[Collection entries]
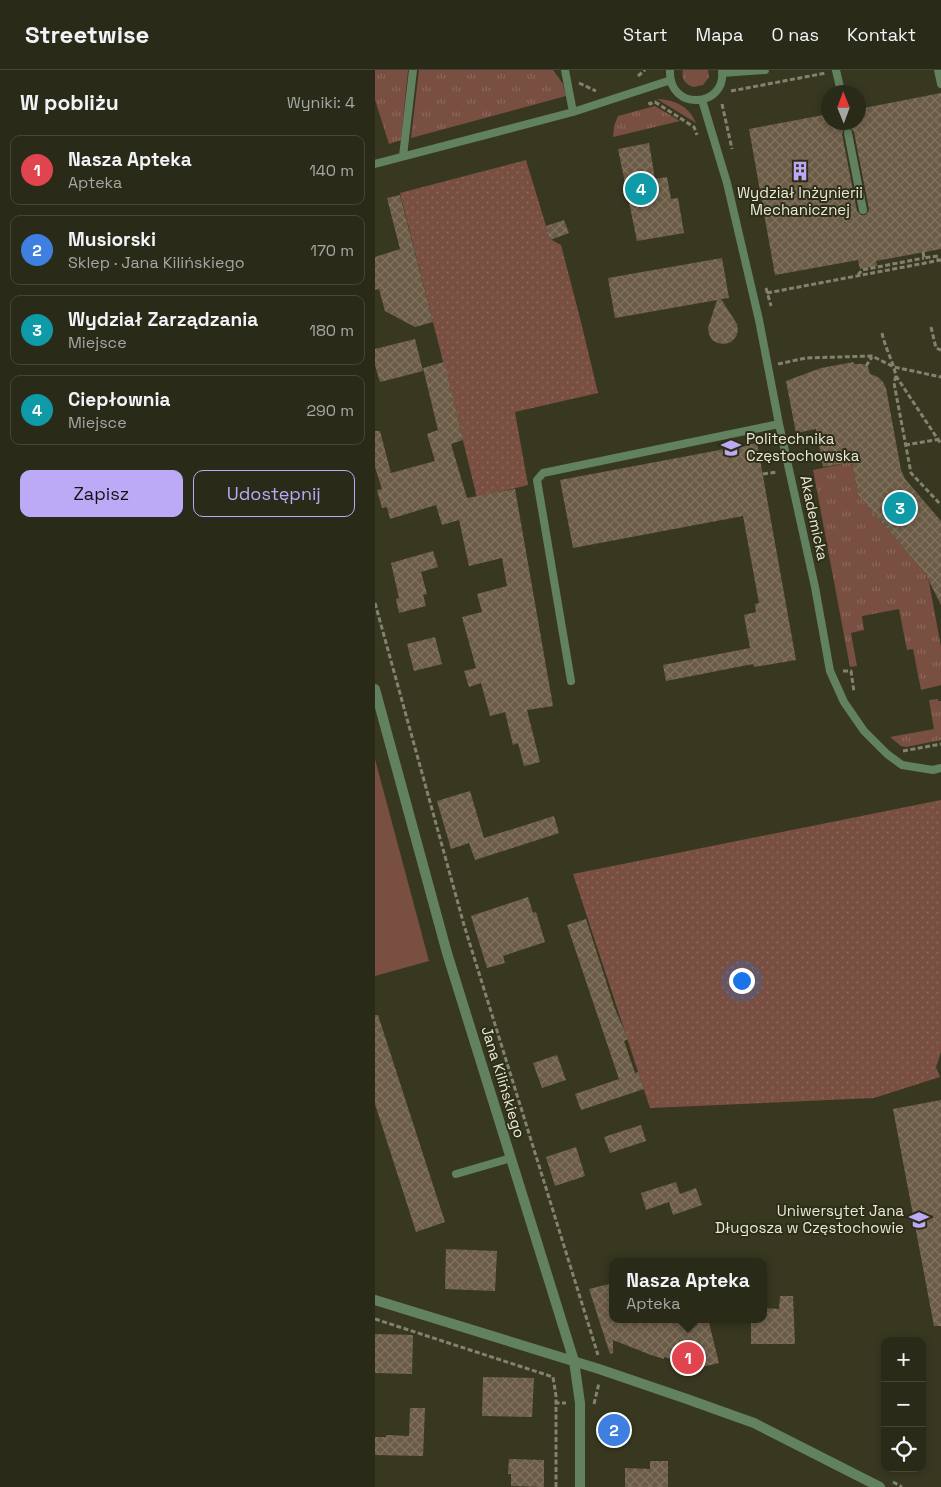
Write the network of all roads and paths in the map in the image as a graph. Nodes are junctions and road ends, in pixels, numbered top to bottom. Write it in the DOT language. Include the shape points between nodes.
graph roads {
  1 [pos="413,70"];
  2 [pos="565,70"];
  3 [pos="671,70"];
  4 [pos="765,70"];
  5 [pos="837,70"];
  6 [pos="938,70"];
  7 [pos="722,71"];
  8 [pos="671,80"];
  9 [pos="941,84"];
  10 [pos="840,85"];
  11 [pos="740,90"];
  12 [pos="702,100"];
  13 [pos="649,102"];
  14 [pos="573,112"];
  15 [pos="694,127"];
  16 [pos="848,133"];
  17 [pos="403,156"];
  18 [pos="375,164"];
  19 [pos="863,210"];
  20 [pos="923,252"];
  21 [pos="924,258"];
  22 [pos="940,260"];
  23 [pos="857,276"];
  24 [pos="768,293"];
  25 [pos="931,326"];
  26 [pos="883,332"];
  27 [pos="941,350"];
  28 [pos="872,356"];
  29 [pos="768,366"];
  30 [pos="866,366"];
  31 [pos="894,367"];
  32 [pos="896,376"];
  33 [pos="941,377"];
  34 [pos="779,424"];
  35 [pos="939,439"];
  36 [pos="941,444"];
  37 [pos="905,445"];
  38 [pos="941,506"];
  39 [pos="375,603"];
  40 [pos="851,671"];
  41 [pos="571,681"];
  42 [pos="375,689"];
  43 [pos="855,694"];
  44 [pos="941,744"];
  45 [pos="901,751"];
  46 [pos="941,768"];
  47 [pos="511,1158"];
  48 [pos="455,1174"];
  49 [pos="375,1300"];
  50 [pos="375,1319"];
  51 [pos="598,1359"];
  52 [pos="573,1361"];
  53 [pos="599,1382"];
  54 [pos="556,1403"];
  55 [pos="570,1403"];
  56 [pos="589,1404"];
  57 [pos="556,1487"];
  58 [pos="580,1487"];
  59 [pos="880,1487"];
  1 -- 17 [label="lane"];
  2 -- 14 [label="lane"];
  3 -- 8 [label="lane"];
  4 -- 7 [label="lane"];
  5 -- 10 [label="lane"];
  5 -- 11 [label="path"];
  6 -- 9 [label="lane"];
  7 -- 12 [label="lane" via="715,93"];
  8 -- 12 [label="lane" via="679,94"];
  8 -- 14 [label="lane"];
  12 -- 29 [label="lane, Akademicka" via="727,183"];
  13 -- 15 [label="path" via="655,102"];
  14 -- 17 [label="lane"];
  16 -- 19 [label="lane"];
  17 -- 18 [label="lane"];
  20 -- 21 [label="path"];
  21 -- 22 [label="path" via="937,256"];
  21 -- 23 [label="path" via="862,270"];
  22 -- 23 [label="path"];
  23 -- 24 [label="path"];
  25 -- 27 [label="path" via="936,348"];
  26 -- 31 [label="path"];
  28 -- 29 [label="path" via="806,358"];
  28 -- 30 [label="path"];
  28 -- 31 [label="path"];
  29 -- 34 [label="lane, Akademicka"];
  31 -- 32 [label="path"];
  31 -- 33 [label="path"];
  32 -- 35 [label="path"];
  32 -- 37 [label="path" via="894,382"];
  34 -- 41 [label="lane" via="543,473 537,480"];
  34 -- 46 [label="lane, Akademicka" via="830,671 844,702 864,731 902,766"];
  35 -- 36 [label="path"];
  35 -- 37 [label="path"];
  37 -- 38 [label="path" via="911,473"];
  39 -- 51 [label="path" via="463,924"];
  40 -- 43 [label="path"];
  42 -- 47 [label="street, Jana Kilińskiego" via="447,953"];
  44 -- 45 [label="path"];
  47 -- 48 [label="lane"];
  47 -- 52 [label="street, Jana Kilińskiego"];
  49 -- 52 [label="street"];
  50 -- 54 [label="path" via="553,1377"];
  52 -- 58 [label="street, Jana Kilińskiego" via="580,1404"];
  52 -- 59 [label="street" via="754,1423"];
  53 -- 56 [label="path" via="595,1404"];
  54 -- 55 [label="path"];
  54 -- 57 [label="path"];
}
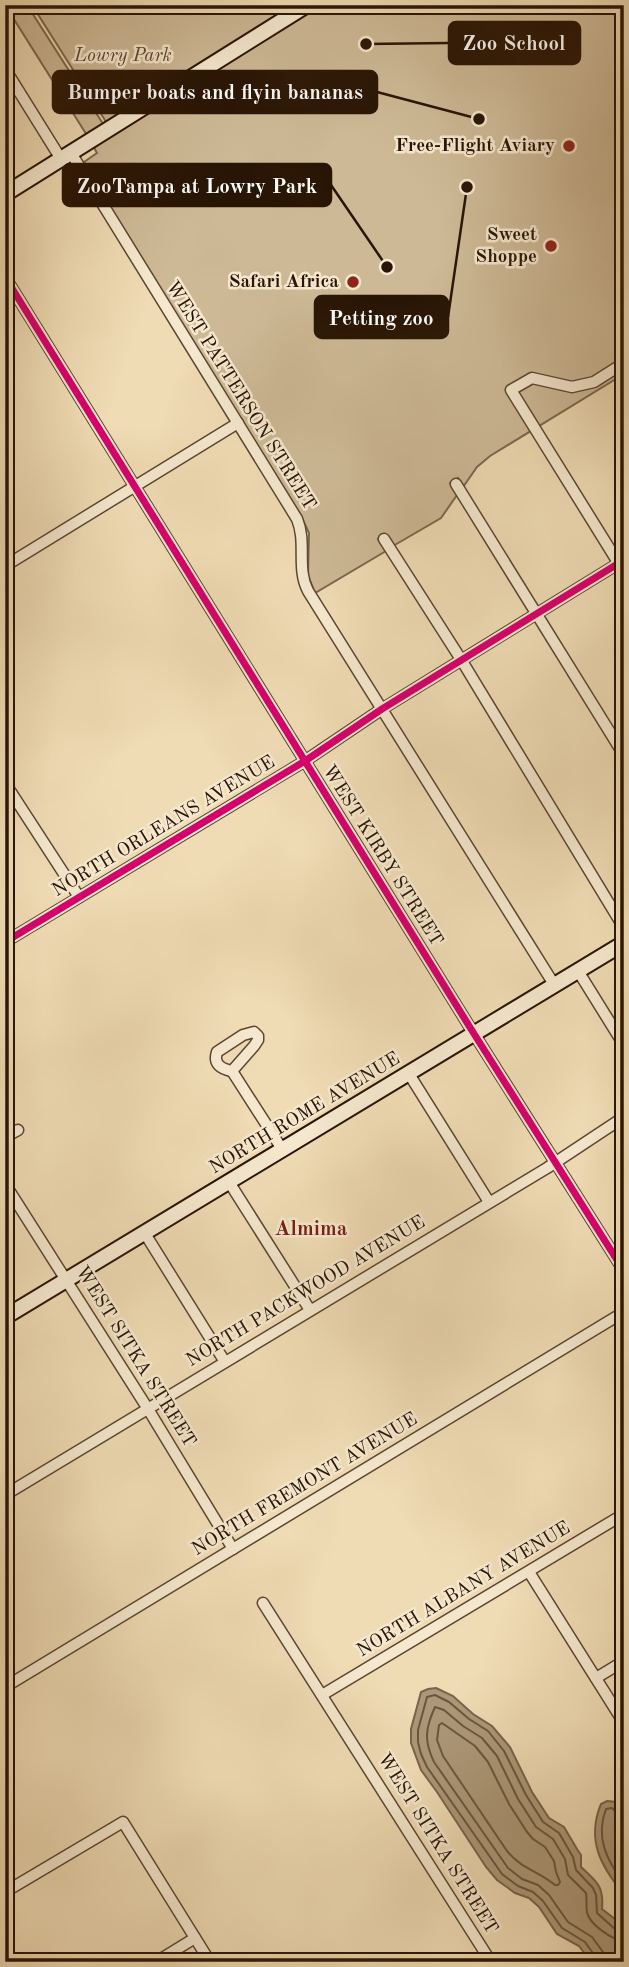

### Task details:
Transcribe every line of the records exactly. Pictures do not belong in the copy.

### Exercise answer:
Write the network of all roads and paths in the map in the image as a graph. Nodes are junctions and road ends, in pixels, numbered top to bottom. Write it in the DOT language. Include the shape points between nodes.
graph roads {
  1 [pos="413,70"];
  2 [pos="565,70"];
  3 [pos="671,70"];
  4 [pos="765,70"];
  5 [pos="837,70"];
  6 [pos="938,70"];
  7 [pos="722,71"];
  8 [pos="671,80"];
  9 [pos="941,84"];
  10 [pos="840,85"];
  11 [pos="740,90"];
  12 [pos="702,100"];
  13 [pos="649,102"];
  14 [pos="573,112"];
  15 [pos="694,127"];
  16 [pos="848,133"];
  17 [pos="403,156"];
  18 [pos="375,164"];
  19 [pos="863,210"];
  20 [pos="923,252"];
  21 [pos="924,258"];
  22 [pos="940,260"];
  23 [pos="857,276"];
  24 [pos="768,293"];
  25 [pos="931,326"];
  26 [pos="883,332"];
  27 [pos="941,350"];
  28 [pos="872,356"];
  29 [pos="768,366"];
  30 [pos="866,366"];
  31 [pos="894,367"];
  32 [pos="896,376"];
  33 [pos="941,377"];
  34 [pos="779,424"];
  35 [pos="939,439"];
  36 [pos="941,444"];
  37 [pos="905,445"];
  38 [pos="941,506"];
  39 [pos="375,603"];
  40 [pos="851,671"];
  41 [pos="571,681"];
  42 [pos="375,689"];
  43 [pos="855,694"];
  44 [pos="941,744"];
  45 [pos="901,751"];
  46 [pos="941,768"];
  47 [pos="511,1158"];
  48 [pos="455,1174"];
  49 [pos="375,1300"];
  50 [pos="375,1319"];
  51 [pos="598,1359"];
  52 [pos="573,1361"];
  53 [pos="599,1382"];
  54 [pos="556,1403"];
  55 [pos="570,1403"];
  56 [pos="589,1404"];
  57 [pos="556,1487"];
  58 [pos="580,1487"];
  59 [pos="880,1487"];
  1 -- 17 [label="lane"];
  2 -- 14 [label="lane"];
  3 -- 8 [label="lane"];
  4 -- 7 [label="lane"];
  5 -- 10 [label="lane"];
  5 -- 11 [label="path"];
  6 -- 9 [label="lane"];
  7 -- 12 [label="lane" via="715,93"];
  8 -- 12 [label="lane" via="679,94"];
  8 -- 14 [label="lane"];
  12 -- 29 [label="lane, Akademicka" via="727,183"];
  13 -- 15 [label="path" via="655,102"];
  14 -- 17 [label="lane"];
  16 -- 19 [label="lane"];
  17 -- 18 [label="lane"];
  20 -- 21 [label="path"];
  21 -- 22 [label="path" via="937,256"];
  21 -- 23 [label="path" via="862,270"];
  22 -- 23 [label="path"];
  23 -- 24 [label="path"];
  25 -- 27 [label="path" via="936,348"];
  26 -- 31 [label="path"];
  28 -- 29 [label="path" via="806,358"];
  28 -- 30 [label="path"];
  28 -- 31 [label="path"];
  29 -- 34 [label="lane, Akademicka"];
  31 -- 32 [label="path"];
  31 -- 33 [label="path"];
  32 -- 35 [label="path"];
  32 -- 37 [label="path" via="894,382"];
  34 -- 41 [label="lane" via="543,473 537,480"];
  34 -- 46 [label="lane, Akademicka" via="830,671 844,702 864,731 902,766"];
  35 -- 36 [label="path"];
  35 -- 37 [label="path"];
  37 -- 38 [label="path" via="911,473"];
  39 -- 51 [label="path" via="463,924"];
  40 -- 43 [label="path"];
  42 -- 47 [label="street, Jana Kilińskiego" via="447,953"];
  44 -- 45 [label="path"];
  47 -- 48 [label="lane"];
  47 -- 52 [label="street, Jana Kilińskiego"];
  49 -- 52 [label="street"];
  50 -- 54 [label="path" via="553,1377"];
  52 -- 58 [label="street, Jana Kilińskiego" via="580,1404"];
  52 -- 59 [label="street" via="754,1423"];
  53 -- 56 [label="path" via="595,1404"];
  54 -- 55 [label="path"];
  54 -- 57 [label="path"];
}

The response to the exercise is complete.